*** Block opens ***
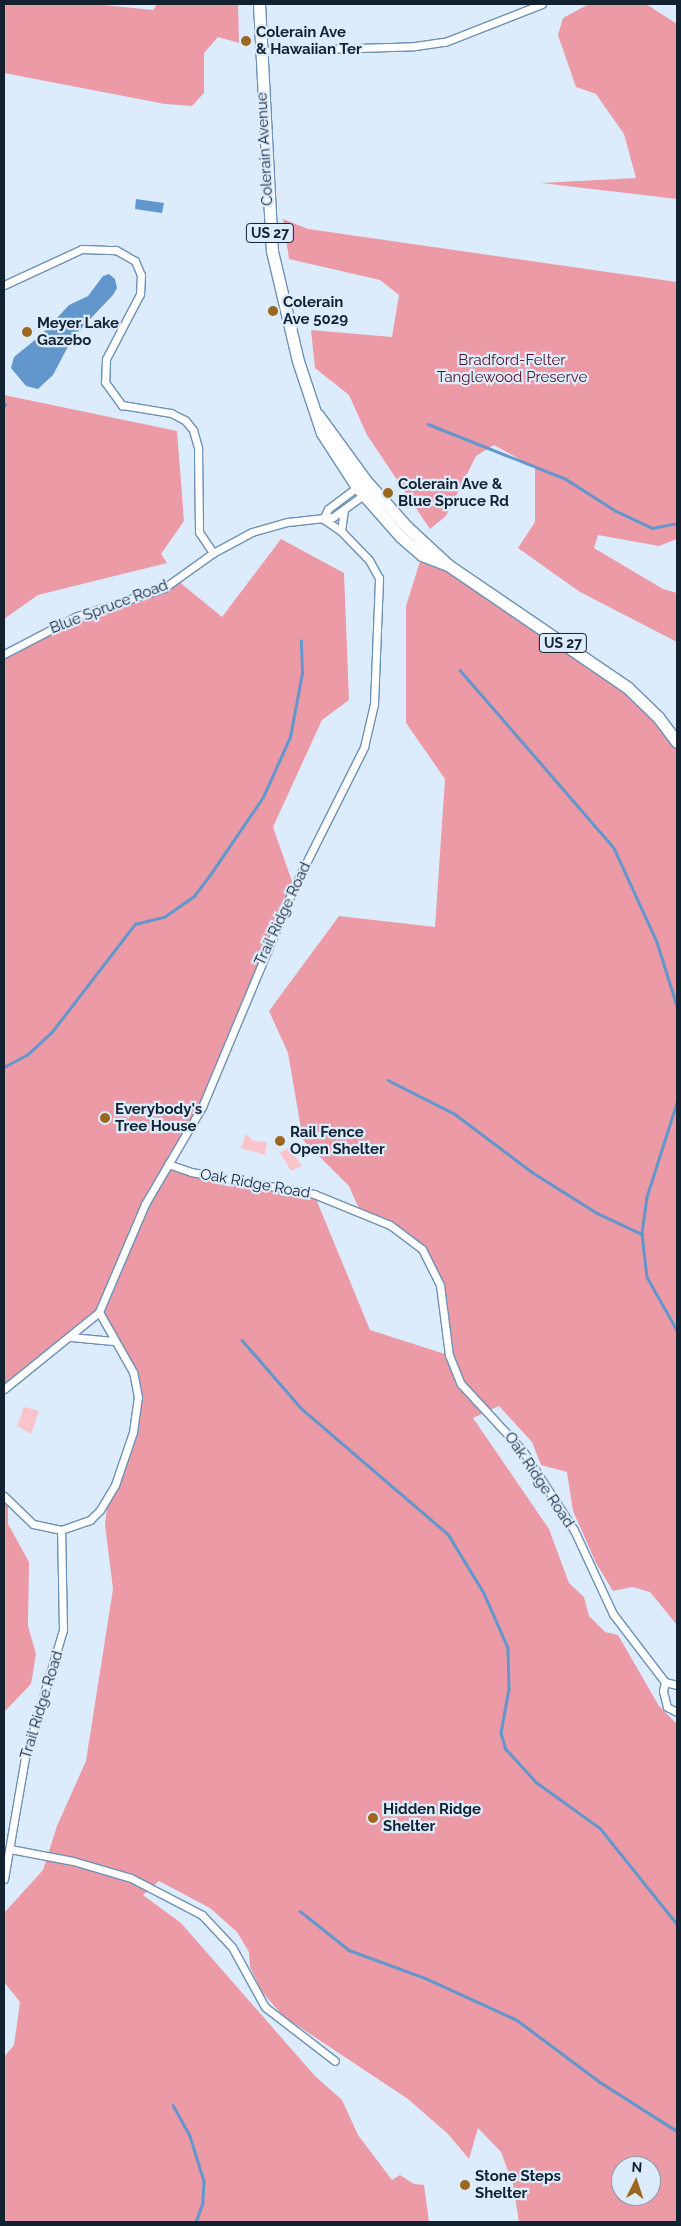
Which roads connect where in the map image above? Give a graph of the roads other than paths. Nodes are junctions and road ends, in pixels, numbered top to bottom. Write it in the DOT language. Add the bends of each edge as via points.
graph roads {
  1 [pos="259,4"];
  2 [pos="542,4"];
  3 [pos="260,51"];
  4 [pos="4,285"];
  5 [pos="365,488"];
  6 [pos="344,510"];
  7 [pos="324,519"];
  8 [pos="341,531"];
  9 [pos="213,553"];
  10 [pos="4,654"];
  11 [pos="677,742"];
  12 [pos="168,1164"];
  13 [pos="99,1312"];
  14 [pos="71,1336"];
  15 [pos="114,1341"];
  16 [pos="4,1389"];
  17 [pos="4,1496"];
  18 [pos="61,1530"];
  19 [pos="665,1682"];
  20 [pos="677,1685"];
  21 [pos="677,1712"];
  22 [pos="10,1849"];
  23 [pos="4,1879"];
  24 [pos="335,2061"];
  1 -- 3 [label="main road, Colerain Avenue / US 27"];
  2 -- 3 [label="street" via="445,42 415,46"];
  3 -- 5 [label="main road, Colerain Avenue / US 27" via="272,251 298,361 314,409"];
  4 -- 9 [label="street" via="82,249 116,250 135,262 141,275 140,294 106,360 105,382 122,405 171,413 185,420 194,430 198,448 199,532"];
  5 -- 6 [label="street, Blue Spruce Road"];
  5 -- 7 [label="street" via="328,509"];
  5 -- 11 [label="main road, Colerain Avenue / US 27" via="400,536 422,555 448,565 628,688 658,717"];
  6 -- 7 [label="street, Blue Spruce Road"];
  6 -- 8 [label="street"];
  7 -- 8 [label="street, Trail Ridge Road"];
  7 -- 9 [label="street, Blue Spruce Road" via="270,526"];
  8 -- 12 [label="street, Trail Ridge Road" via="369,560 379,578 376,682 368,732 356,767 294,888 264,956 206,1100"];
  9 -- 10 [label="street, Blue Spruce Road" via="164,588 77,616"];
  12 -- 13 [label="street, Trail Ridge Road" via="127,1243"];
  12 -- 19 [label="street, Oak Ridge Road" via="190,1172 314,1194 335,1201 401,1231 422,1249 440,1284 449,1355 461,1384 523,1451 574,1530 612,1614"];
  13 -- 14 [label="street, Trail Ridge Road"];
  13 -- 15 [label="street"];
  14 -- 15 [label="street"];
  14 -- 16 [label="street, Trail Ridge Road"];
  15 -- 18 [label="street" via="133,1372 137,1387 138,1408 122,1472 100,1510 76,1528"];
  17 -- 18 [label="street" via="34,1524"];
  18 -- 22 [label="street, Trail Ridge Road" via="63,1630 25,1758"];
  19 -- 20 [label="street"];
  19 -- 21 [label="street" via="667,1707"];
  22 -- 23 [label="street, Trail Ridge Road"];
  22 -- 24 [label="street" via="73,1861 131,1878 196,1911 213,1924 232,1947 265,2007"];
}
*** Block closes ***
Lines holding the string "Spruce" are the answer; copy each one from the listing above.

_RESULT BELOW_:
  5 -- 6 [label="street, Blue Spruce Road"];
  6 -- 7 [label="street, Blue Spruce Road"];
  7 -- 9 [label="street, Blue Spruce Road" via="270,526"];
  9 -- 10 [label="street, Blue Spruce Road" via="164,588 77,616"];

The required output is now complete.